If you isolate yourself and say “Okay, here’s the set of requirements, from day one. I’ll see you in three months” - you might come out on time if you’re lucky, but it’s pretty much guaranteed you’re gonna come out with the wrong thing, because you didn’t have feedback along the way. If you’re trying to do the right thing, there’s sort of a negative feedback loop there whereby the more input you get on the way to getting the right thing, the more it sort of deviates from the original plan. I’ll basically throw up my hands and be like “Look, I don’t know what this is really gonna take.”

[55:45] Yeah. Well, you see, I think the problem is this question gets asked, and people who ask it, ask it with a very straight face, as though it’s the most normal question in the world to ask. They’ll say “And how long is that gonna take?” Unfortunately, it’s rare that teams will basically question the premise. That question in itself is very complicated. That’s one of the things I like about iterative development - you actually start seeing results much sooner, and that is a different approach really to this idea of “Yeah, okay, we’re gonna have it done in a month” and then I’m just gonna go away and be on my own for a month.

Doing the iterative thing you can kind of get a sense for the progress of it and how long it’s going. And it also comes down to trust. You have to really trust the development team that they’re not gonna just waste loads of time doing nothing; that they are going to be doing this, and this is a focus, and things. I think a lot of the time these things come from a time when there either isn’t trust, or just the philosophies are all different, and like it’s from a waterfall design process, or something like that. What about you, Jon?

One of the biggest issues I always have with estimation is that there are so many unknowns… It’s like somebody says “Hey, can you deliver this package across the river?” and you’re like “Well, how wide is the river? How fast is the water running? Is there a bridge? Do I need to build a boat?” There’s all these different things that you don’t know until you get there, and they’re just expecting you to know “Here’s the time.”

So I feel like I tend to have better luck at this whenever I can actually dig into a project a little bit more, with some prototypes and that sort of thing… But the hard part there is that sometimes you don’t even know how long that prototype is gonna take you to actually really understand things. So it’s like this cyclical problem where it’s like “I can’t really tell you…”
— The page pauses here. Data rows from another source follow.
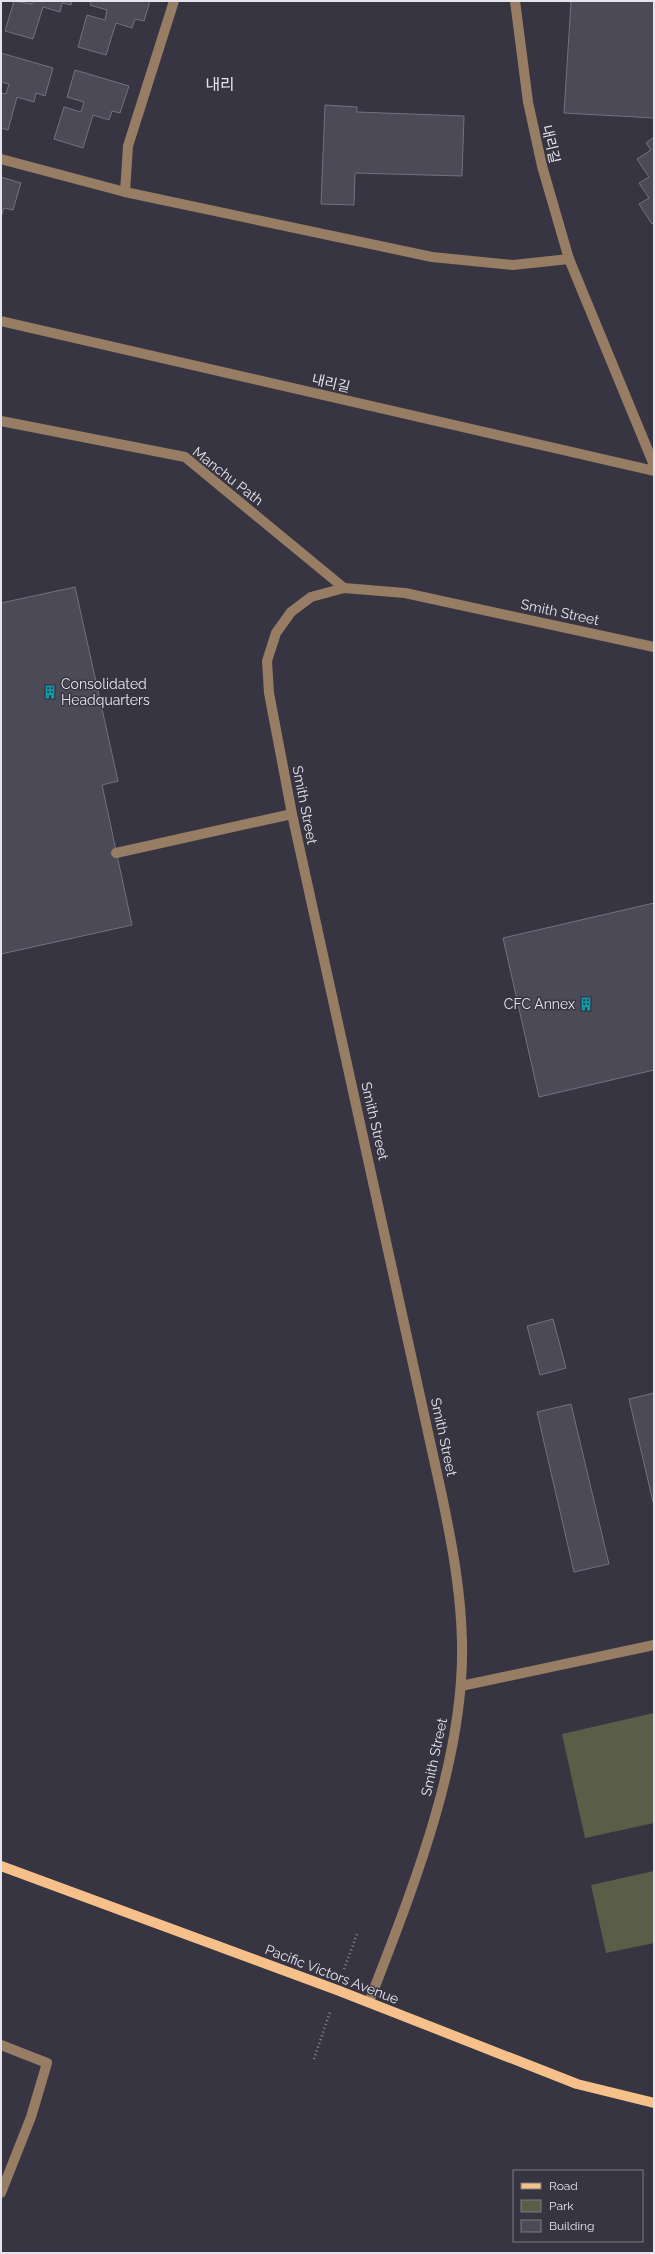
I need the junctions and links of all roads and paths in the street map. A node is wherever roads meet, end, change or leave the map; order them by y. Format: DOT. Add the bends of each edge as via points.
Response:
graph roads {
  1 [pos="174,1"];
  2 [pos="515,1"];
  3 [pos="1,159"];
  4 [pos="125,192"];
  5 [pos="569,260"];
  6 [pos="1,321"];
  7 [pos="1,421"];
  8 [pos="654,465"];
  9 [pos="654,471"];
  10 [pos="344,588"];
  11 [pos="654,647"];
  12 [pos="292,814"];
  13 [pos="116,853"];
  14 [pos="654,1645"];
  15 [pos="461,1686"];
  16 [pos="1,1866"];
  17 [pos="369,2002"];
  18 [pos="1,2045"];
  19 [pos="654,2103"];
  20 [pos="1,2193"];
  1 -- 4 [label="street" via="128,146"];
  2 -- 5 [label="street, 내리길" via="528,102 542,166"];
  3 -- 4 [label="street"];
  4 -- 5 [label="street" via="432,257 513,265"];
  5 -- 8 [label="street, 내리길"];
  6 -- 9 [label="street, 내리길"];
  7 -- 10 [label="street, Manchu Path" via="185,457"];
  10 -- 11 [label="street, Smith Street" via="405,593"];
  10 -- 12 [label="street, Smith Street" via="310,597 291,612 276,633 267,661 269,693"];
  12 -- 13 [label="street"];
  12 -- 15 [label="street, Smith Street" via="421,1395 456,1568 462,1642"];
  14 -- 15 [label="street"];
  15 -- 17 [label="street, Smith Street" via="452,1749 433,1822"];
  16 -- 17 [label="main road, Pacific Victors Avenue"];
  17 -- 19 [label="main road, Pacific Victors Avenue" via="577,2084"];
  18 -- 20 [label="street" via="47,2062 31,2118"];
}
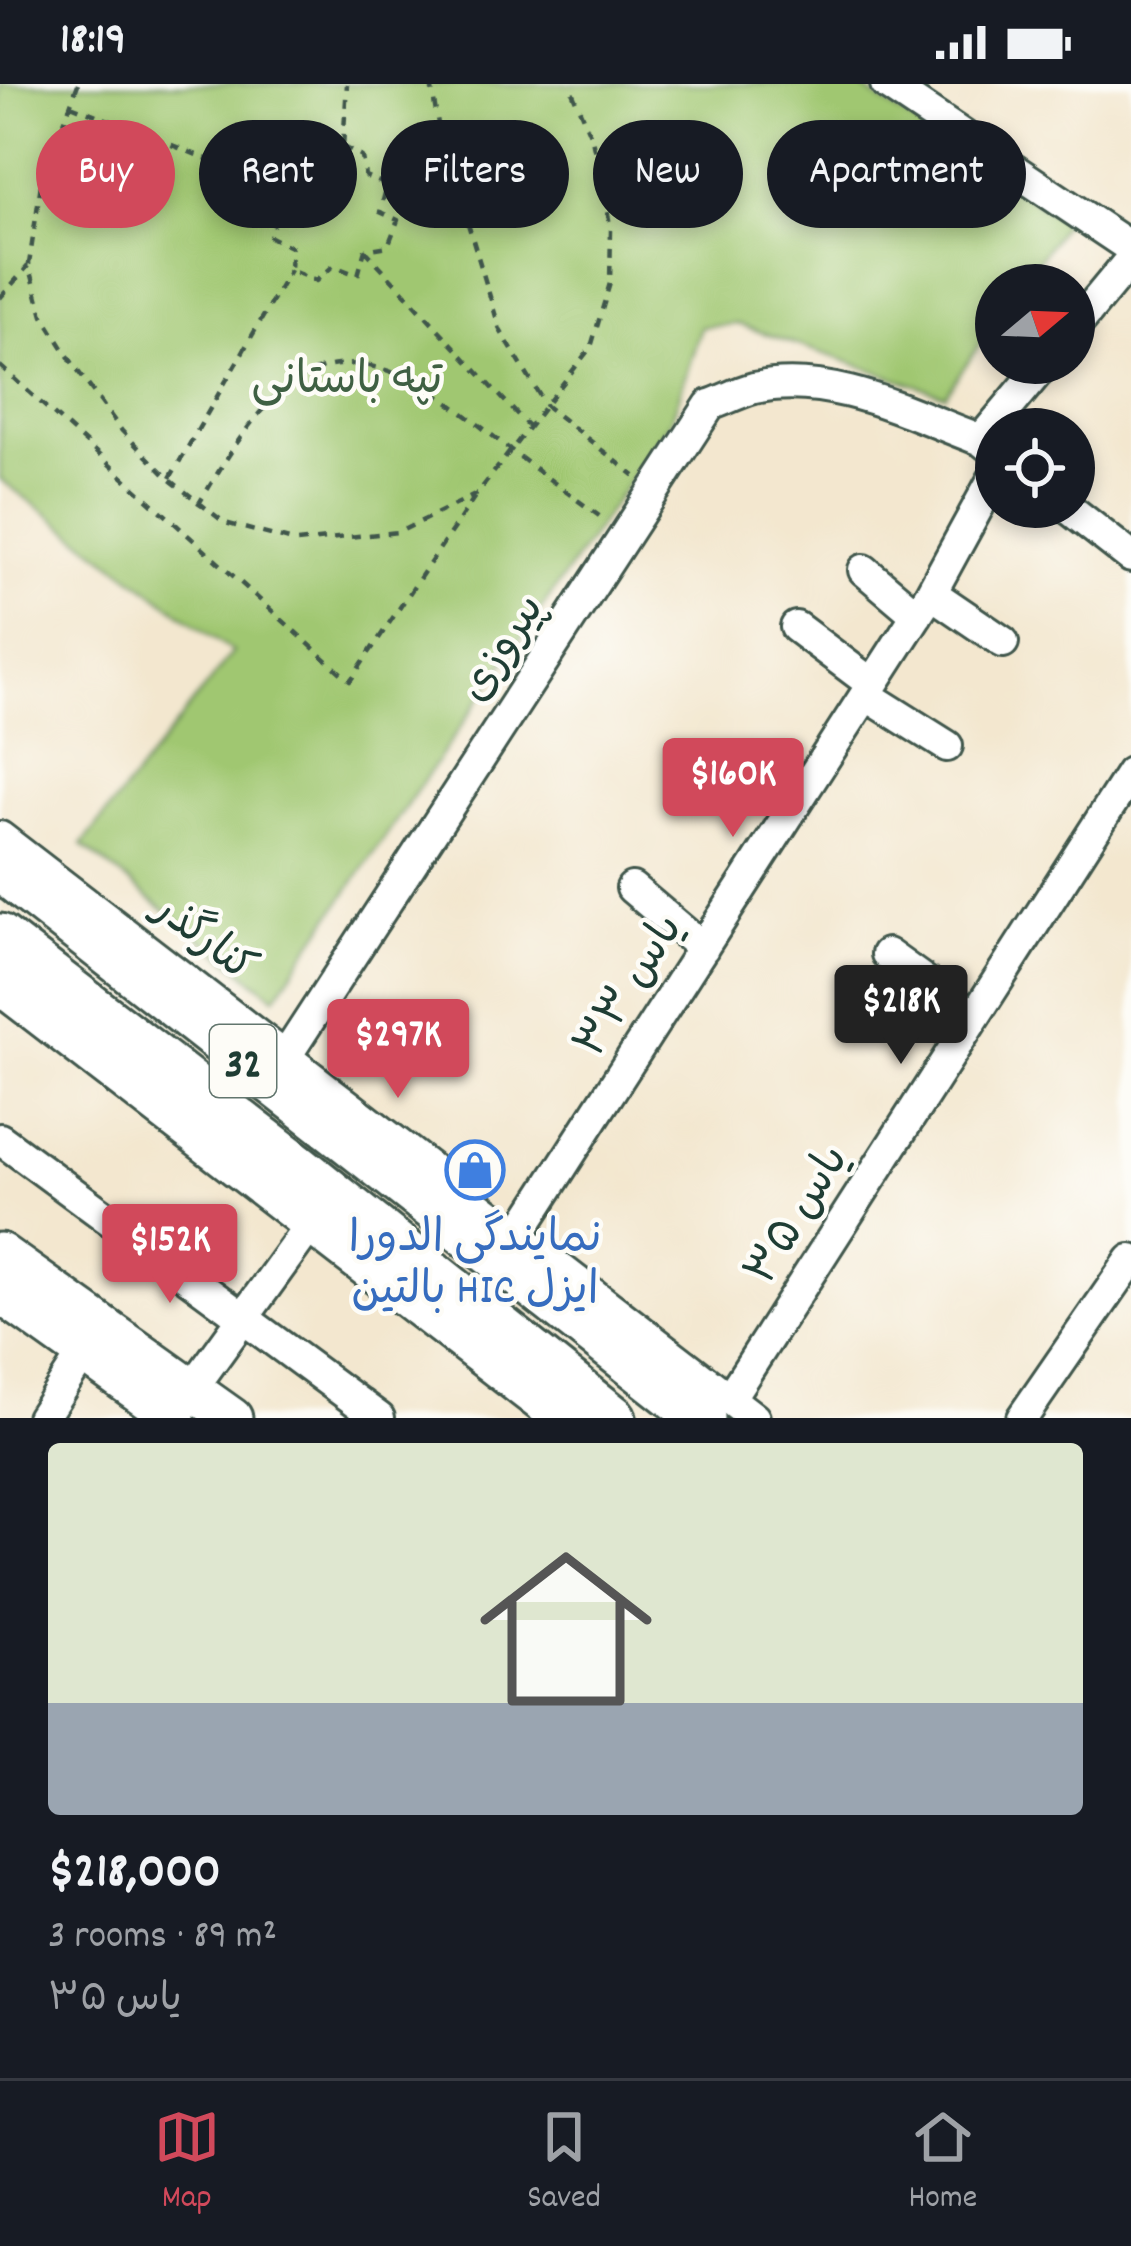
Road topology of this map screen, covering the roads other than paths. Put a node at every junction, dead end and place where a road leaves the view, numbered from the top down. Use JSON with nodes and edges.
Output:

I do think experience helps a little bit, in the sense that you start to – I don’t know how to describe it… It’s not that you actually know. It’s more that you’re better at judging whether or not there could be some pitfalls, or you’re better at recognizing potential pitfalls, but that doesn’t mean you’re gonna actually recognize them all or you’re gonna be perfect. It just means that you’re smart enough to say “I don’t know fully, so here’s my padding” or something.
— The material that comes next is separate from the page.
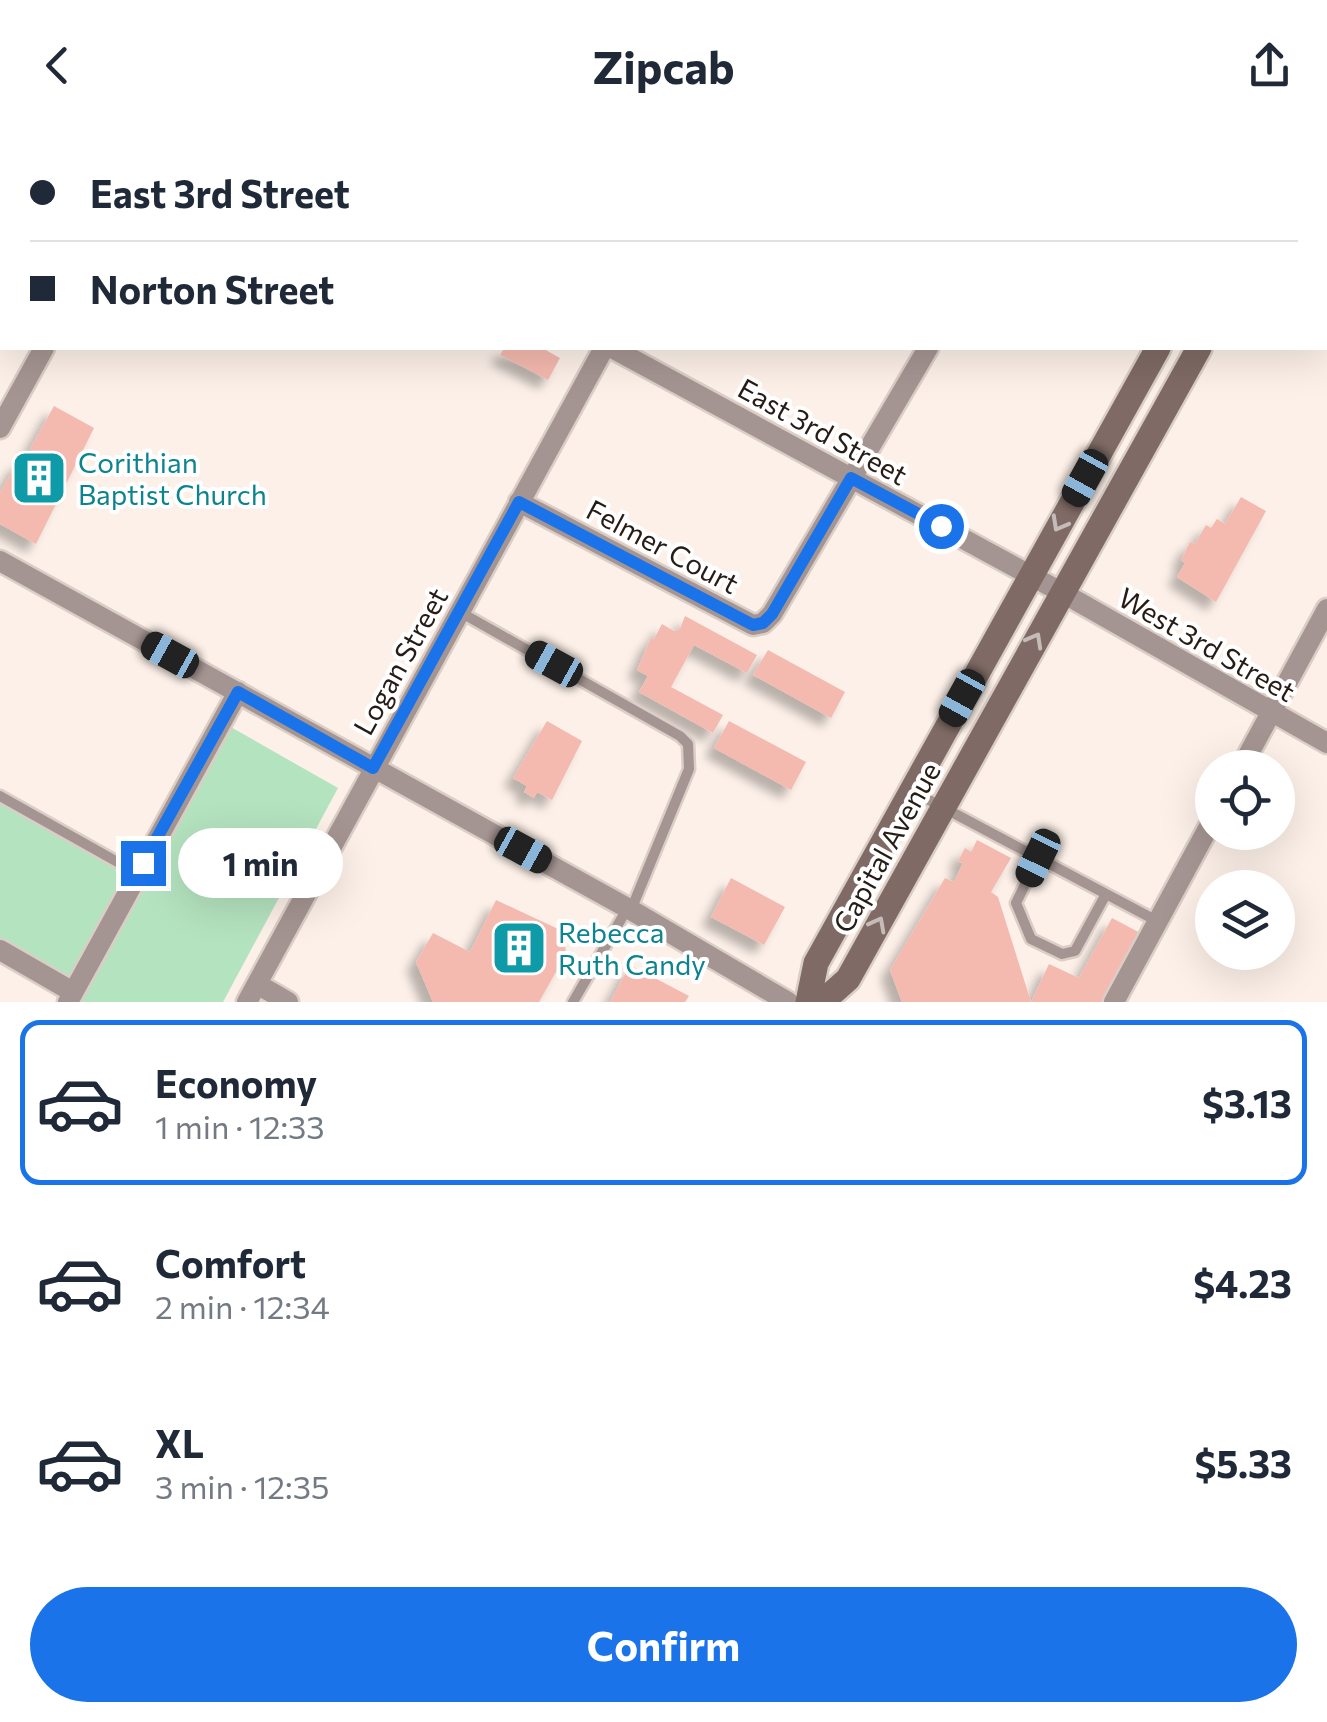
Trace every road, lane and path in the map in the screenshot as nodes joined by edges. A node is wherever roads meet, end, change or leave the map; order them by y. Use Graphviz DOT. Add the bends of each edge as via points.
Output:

The downside to that is that you end up with teams who have a bunch of tasks that all in reality take an hour, and everybody’s saying “Oh, these are each four-hour tasks”, and then you have management pushing back like “There’s no way that’s the actual development time.”
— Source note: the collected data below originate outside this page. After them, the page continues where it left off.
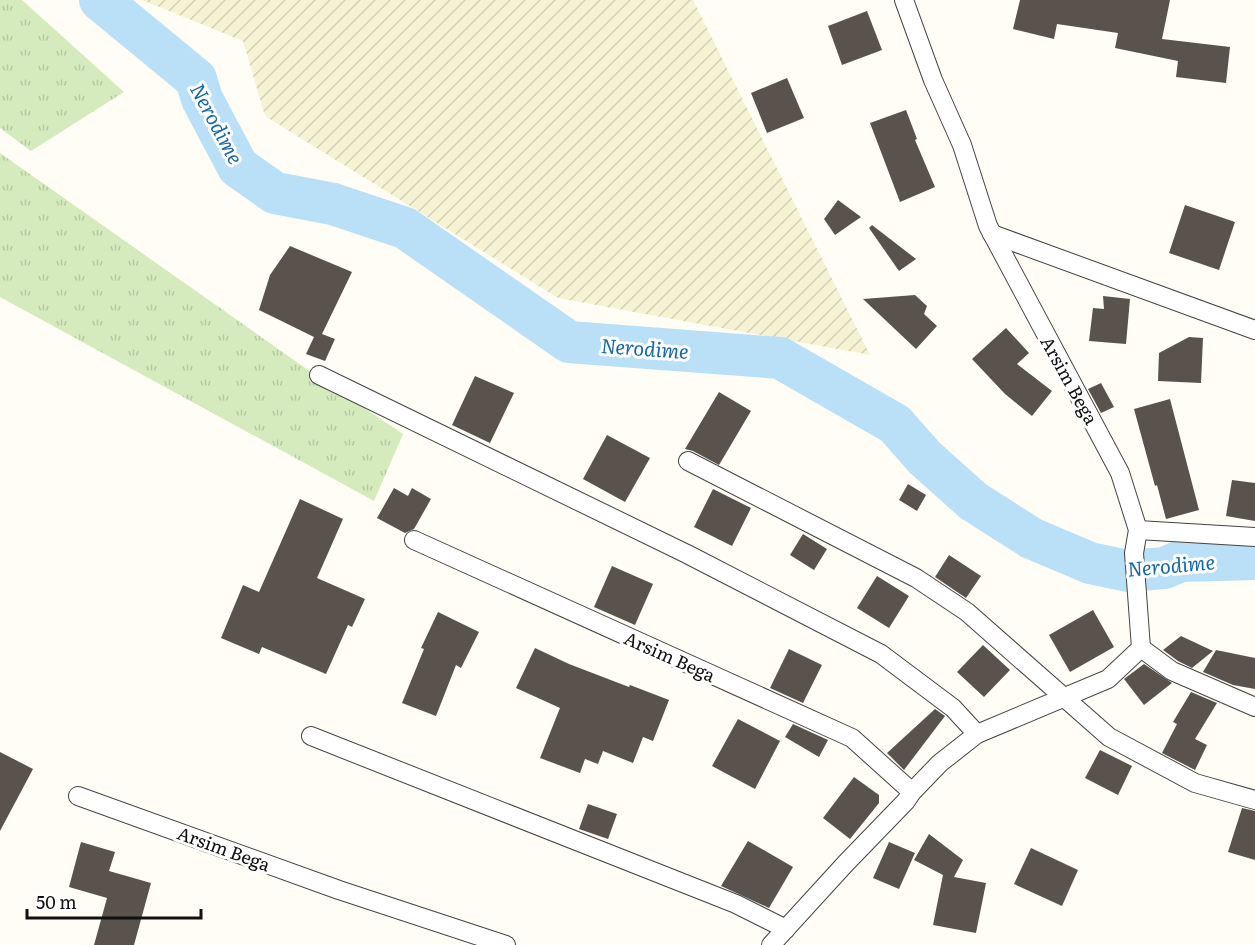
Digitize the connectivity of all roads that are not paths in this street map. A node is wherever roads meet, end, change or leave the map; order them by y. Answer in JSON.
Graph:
{"nodes":[{"id":1,"x":904,"y":0,"type":"edge"},
{"id":2,"x":992,"y":234,"type":"junction"},
{"id":3,"x":1255,"y":330,"type":"edge"},
{"id":4,"x":319,"y":375,"type":"dead end"},
{"id":5,"x":688,"y":461,"type":"dead end"},
{"id":6,"x":1138,"y":530,"type":"junction"},
{"id":7,"x":1255,"y":537,"type":"edge"},
{"id":8,"x":414,"y":540,"type":"dead end"},
{"id":9,"x":1141,"y":648,"type":"junction"},
{"id":10,"x":1067,"y":698,"type":"junction"},
{"id":11,"x":1255,"y":707,"type":"edge"},
{"id":12,"x":976,"y":734,"type":"junction"},
{"id":13,"x":311,"y":736,"type":"dead end"},
{"id":14,"x":912,"y":792,"type":"junction"},
{"id":15,"x":78,"y":796,"type":"dead end"},
{"id":16,"x":1255,"y":800,"type":"edge"},
{"id":17,"x":786,"y":929,"type":"junction"},
{"id":18,"x":506,"y":945,"type":"edge"},
{"id":19,"x":771,"y":945,"type":"edge"}],
"edges":[{"from":1,"to":2,"type":"street","name":"Arsim Bega"},
{"from":2,"to":3,"type":"street"},
{"from":2,"to":6,"type":"street","name":"Arsim Bega"},
{"from":4,"to":12,"type":"street"},
{"from":5,"to":10,"type":"street"},
{"from":6,"to":7,"type":"street"},
{"from":6,"to":9,"type":"street","name":"Arsim Bega"},
{"from":8,"to":14,"type":"street","name":"Arsim Bega"},
{"from":9,"to":10,"type":"street"},
{"from":9,"to":11,"type":"street"},
{"from":10,"to":12,"type":"street"},
{"from":10,"to":16,"type":"street"},
{"from":12,"to":14,"type":"street"},
{"from":13,"to":17,"type":"street"},
{"from":14,"to":17,"type":"street"},
{"from":15,"to":18,"type":"street","name":"Arsim Bega"},
{"from":17,"to":19,"type":"street"}]}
Yeah, I worked at a place in London where the minimum time estimate for a task was one day. So there’d be a task to change this URL somewhere, and that would be a day, and then another task is to change the text in that same link, and that’s another day. The company got used to just these massive slow-moving things, and then that slows everything down. The actual engineering teams worked at that pace then, and it was the most frustrating place I’ve ever worked… Because I like to do iterative and deliver things very quickly, but deliver less.

One way to be a 10x developer is to divide the work by ten, and just do a really good job on a tenth of that. Then every end of the week or couple of weeks later you can do demos and you can show things. For me, that’s a much nicer way, it’s a much better conversation to be having, rather than trying to predict how long it’s gonna take. And like you say, John, building in padding. I like to just be completely honest, just basically generally… And I feel like padding is dishonest a little bit. I understand it completely, and by all means, teams, if you have no choice and you’re being forced to do estimation, then yeah, of course, there’s gonna be padding, because actually that’s uncertainty. That’s what you’re doing, you’re adding in an uncertainty buffer for yourself. And that’s the other thing - if a task is uncertain, or there’s a lot of uncertainty around a task, you should estimate it much bigger, because that’s really what we’re saying, is how certain are you about this thing… And the answer usually is “Not very. Not yet.”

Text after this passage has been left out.